Children are the hidden victims of parental incarceration; reuniting families would change their lives

Screengrab of Cynthia testifying at the legislature

The consequences of incarceration can be a life sentence in many ways. But being separated from your child should not be one of them—especially if you have changed the reason you were removed from their life and can now meet your child’s needs.

After my incarceration, I have navigated obstacles related to housing, employment, and equitable higher education. Those things are extremely difficult to overcome, but being unable to see my children or be actively involved in their lives continues to be an almost unbearable weight.

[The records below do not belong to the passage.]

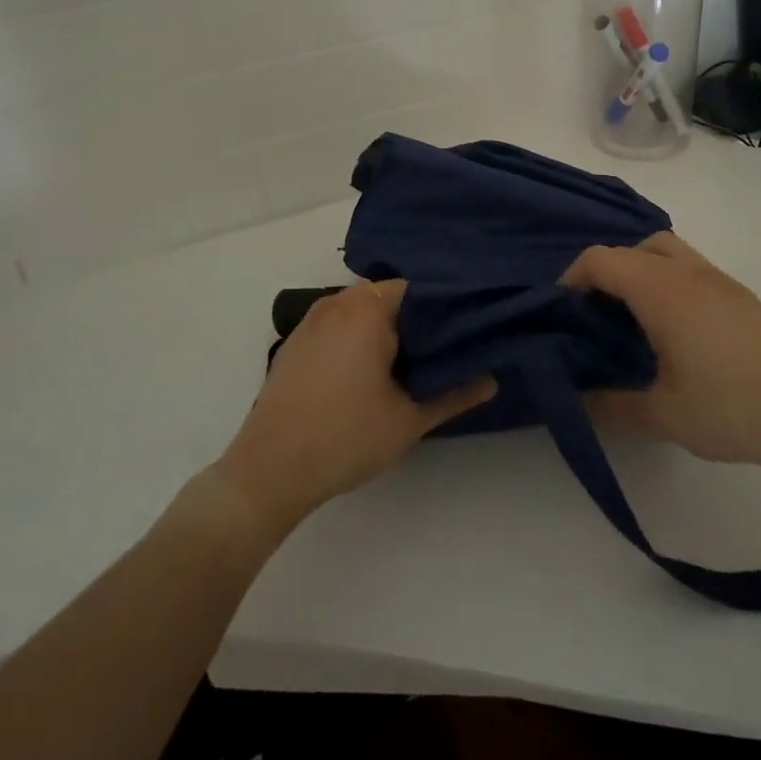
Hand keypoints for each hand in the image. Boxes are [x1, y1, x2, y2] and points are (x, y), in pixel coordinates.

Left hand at [214, 281, 493, 533]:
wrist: (269, 470)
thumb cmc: (345, 438)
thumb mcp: (409, 421)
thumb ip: (454, 395)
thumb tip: (491, 380)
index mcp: (367, 310)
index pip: (418, 289)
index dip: (445, 306)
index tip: (467, 328)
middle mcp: (337, 303)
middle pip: (389, 296)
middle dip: (416, 319)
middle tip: (444, 348)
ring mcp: (311, 322)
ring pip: (361, 310)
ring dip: (385, 328)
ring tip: (412, 359)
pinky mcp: (295, 343)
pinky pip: (338, 325)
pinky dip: (358, 336)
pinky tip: (370, 370)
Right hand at [562, 233, 760, 476]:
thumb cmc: (730, 411)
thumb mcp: (662, 415)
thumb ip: (610, 405)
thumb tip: (575, 402)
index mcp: (663, 291)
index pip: (602, 259)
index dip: (572, 277)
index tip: (563, 312)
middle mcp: (689, 273)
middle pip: (632, 247)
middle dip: (604, 271)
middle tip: (595, 315)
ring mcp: (719, 280)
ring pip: (665, 249)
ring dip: (638, 269)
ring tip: (631, 317)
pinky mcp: (740, 295)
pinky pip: (688, 266)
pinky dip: (665, 278)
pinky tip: (671, 326)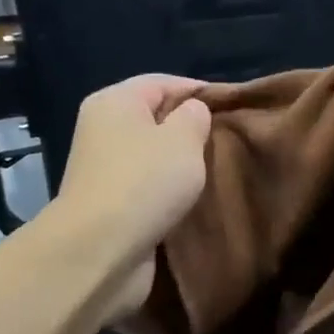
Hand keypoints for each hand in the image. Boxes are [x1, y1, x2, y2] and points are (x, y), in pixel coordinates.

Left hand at [56, 75, 212, 319]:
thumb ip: (194, 116)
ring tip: (217, 170)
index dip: (198, 90)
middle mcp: (103, 129)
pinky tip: (193, 198)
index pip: (162, 82)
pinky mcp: (110, 203)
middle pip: (155, 118)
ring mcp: (104, 169)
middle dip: (190, 129)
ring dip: (181, 164)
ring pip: (153, 155)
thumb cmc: (144, 182)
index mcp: (114, 102)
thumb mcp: (183, 138)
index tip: (233, 107)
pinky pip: (147, 186)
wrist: (99, 251)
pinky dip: (168, 190)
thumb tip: (192, 112)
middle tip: (228, 141)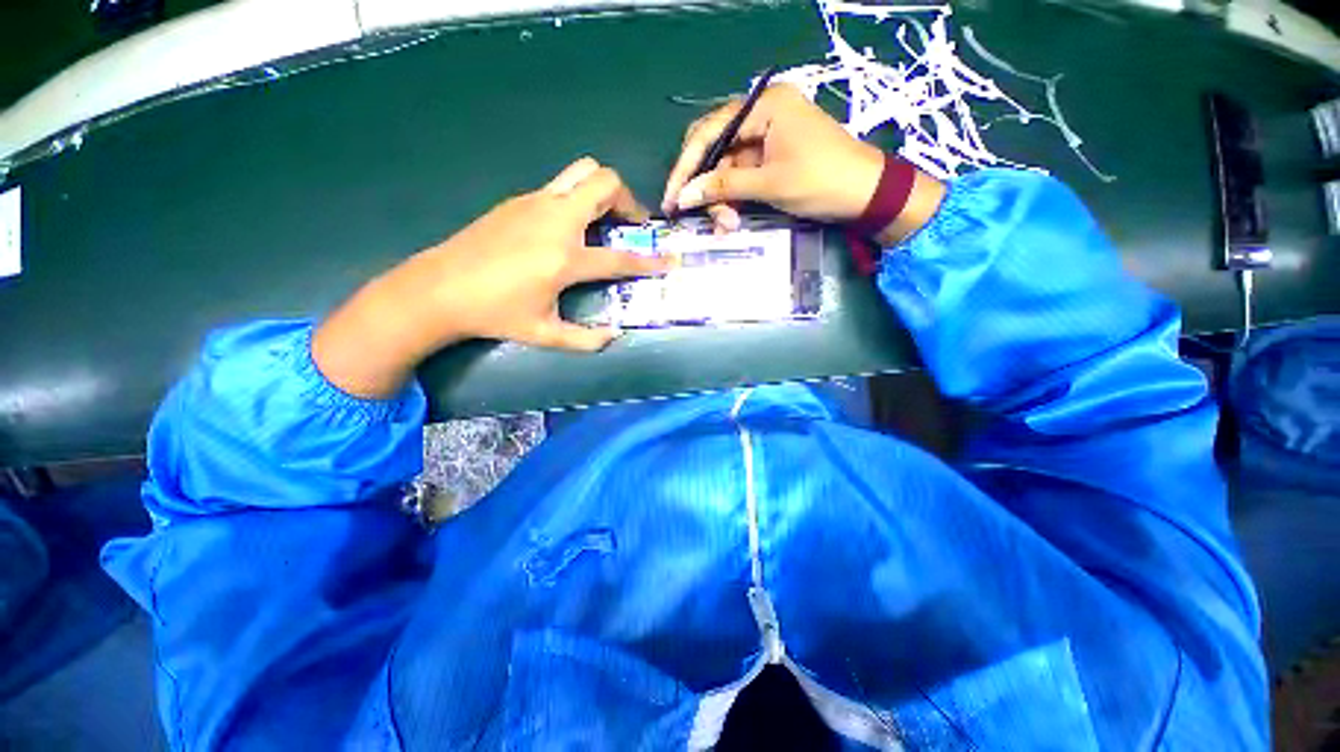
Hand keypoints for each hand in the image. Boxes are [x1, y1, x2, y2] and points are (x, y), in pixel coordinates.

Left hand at [313, 157, 672, 397]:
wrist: (439, 288)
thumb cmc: (495, 314)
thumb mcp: (545, 334)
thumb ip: (586, 339)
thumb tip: (615, 336)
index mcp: (565, 258)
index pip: (620, 257)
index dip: (651, 261)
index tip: (671, 260)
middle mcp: (555, 221)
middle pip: (605, 183)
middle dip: (629, 200)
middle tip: (631, 225)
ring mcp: (535, 203)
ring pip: (582, 172)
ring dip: (603, 191)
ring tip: (605, 219)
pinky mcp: (519, 199)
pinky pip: (560, 186)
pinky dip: (577, 198)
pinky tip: (568, 227)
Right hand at [662, 84, 943, 243]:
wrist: (866, 194)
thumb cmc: (822, 180)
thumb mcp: (769, 184)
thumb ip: (724, 186)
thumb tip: (683, 197)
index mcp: (764, 106)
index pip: (709, 132)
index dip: (686, 167)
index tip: (671, 198)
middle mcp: (761, 115)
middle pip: (715, 149)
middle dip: (705, 186)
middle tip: (698, 217)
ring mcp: (766, 138)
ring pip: (726, 168)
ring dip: (720, 199)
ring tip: (725, 225)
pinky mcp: (770, 159)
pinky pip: (740, 178)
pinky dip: (733, 200)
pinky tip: (731, 220)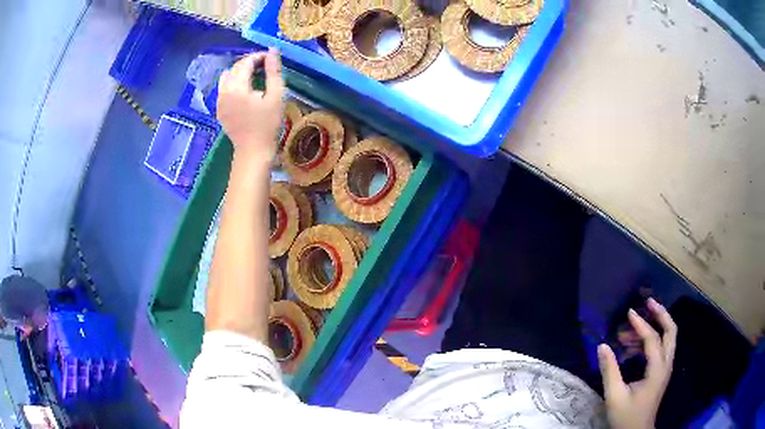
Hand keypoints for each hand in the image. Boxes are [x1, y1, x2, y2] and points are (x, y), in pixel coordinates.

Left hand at [217, 49, 284, 161]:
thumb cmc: (268, 124)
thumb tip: (273, 49)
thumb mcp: (276, 95)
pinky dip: (233, 83)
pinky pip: (223, 89)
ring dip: (240, 72)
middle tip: (265, 66)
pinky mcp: (219, 109)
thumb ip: (273, 71)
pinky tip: (245, 90)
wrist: (253, 151)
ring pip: (226, 77)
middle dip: (249, 63)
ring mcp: (219, 101)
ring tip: (254, 76)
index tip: (271, 58)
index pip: (245, 62)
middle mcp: (224, 91)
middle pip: (235, 68)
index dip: (259, 56)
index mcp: (237, 87)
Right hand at [598, 298, 676, 428]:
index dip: (641, 324)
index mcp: (657, 369)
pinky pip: (661, 348)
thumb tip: (602, 345)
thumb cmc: (626, 416)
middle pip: (671, 331)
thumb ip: (610, 371)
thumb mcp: (615, 396)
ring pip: (669, 337)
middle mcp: (666, 364)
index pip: (653, 339)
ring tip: (636, 324)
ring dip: (656, 326)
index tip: (629, 312)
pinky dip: (652, 339)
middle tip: (648, 302)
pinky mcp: (661, 373)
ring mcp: (665, 368)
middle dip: (661, 314)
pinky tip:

The scope of family separation as a result of incarceration is devastating and, in some cases, hard to comprehend. For example, according an investigation by the Marshall Project, mothers who are incarcerated and whose children are placed in foster care—but who have not been accused of child neglect, abuse, or endangerment—are still more likely to lose their parental rights than those who physically or sexually assault their children.

Although this issue affects many incarcerated people, its impact on system-impacted women is particularly noteworthy. After all, 81 percent of women in Texas prisons are mothers, and women are generally more likely to be the primary caretakers of their children.

Sadly, even after parents are released from incarceration, their challenges are far from over. For successful reunification to take place, parents need stable housing, employment, and sometimes public benefits; however, these are the resources that are often hardest to come by for people in the reentry process. An added difficulty is the lack of contact that parents may have had with their children during incarceration, due to visitation limitations or long distances from prisons to their family homes.

In situations where reunification should be feasible and would serve the child’s best interests, failure to create pathways to the reinstatement of parental rights can result in the destruction of the parent-child relationship. For more data and statistics, read TCJC’s factsheet on family reunification.

The bottom line is that women like me who are back on our feet deserve the opportunity to support and care for our children. This legislative session, TCJC is supporting a bill that would make that possible. HB 2926 would allow Texas to join 22 other states that already allow for reinstatement of parental rights for people whose rights were terminated as a result of incarceration. This bill would create a clear and accessible path to family reunification for parents who can demonstrate that they have done the work necessary to provide for the best interests of their children.

Another bill that’s been introduced in both the House and Senate (HB 3647 and SB 1349) would address situations where a child is removed from a parent’s care but not placed for adoption and, instead, the parent remains a “possessory conservator.” According to the bill, the child’s placement would be reevaluated after two years and they could be returned to their parent if a judge determined it was in the best interests of the child. This would help previously incarcerated parents who could not afford to keep an attorney to enforce their parental rights, which on average costs $5,000.

My children deserve to know who their mother is today, and they also deserve the guidance and protection that I can give them. My children have not reached adoption and have not needed to be protected from abuse, neglect, or lack of nurturing. For parents like myself who have made a mistake, been held accountable, and come home to be a productive member of the community, it should be our inherent right to raise our children. It should be our right to shower them with the abundance of love and patience that it takes to raise a child who has experienced the trauma of family separation.

For too long, children have been the hidden victims of a state that relies too heavily on incarceration. Family reunification would change the lives of those children—and mothers like me.

About the Author

Cynthia Simons, RPS, MHPS

Cynthia Simons

Cynthia Simons is the Grant Me The Wisdom Foundation (GMTW) Women's Justice Director at the Texas Center for Justice and Equity, having joined the organization in mid-2020. Her passion for civil rights and justice reform stems back to the age of 16, when she graduated from high school and attended the University of Texas at San Antonio. That passion has since been fueled by a firsthand view of the criminal punishment system: As a formerly incarcerated woman, Cynthia works to protect women’s rights and ensure that women have access to resources and rehabilitative services before, during, and after interactions with the system. This includes the critical need for strategies that promote family connection and reunification. At TCJE, Cynthia works to end mass incarceration and support women and families who have been impacted by the criminal punishment system; she coordinates the Texas Women’s Justice Coalition in support of trauma-informed programming and gender-responsive reforms. She also oversees the Statewide Leadership Council (SLC) on behalf of TCJE, coordinating with the Steering Committee to support and expand the advocacy work of system-impacted Texans. Cynthia holds Re-Entry and Mental Health Peer Specialist Certifications. In 2023, Cynthia was named one of the Texas Coalition of Black Democrats' 40 Under 40 and was honored by the Texas Legislative Black Caucus as an Outstanding Texan.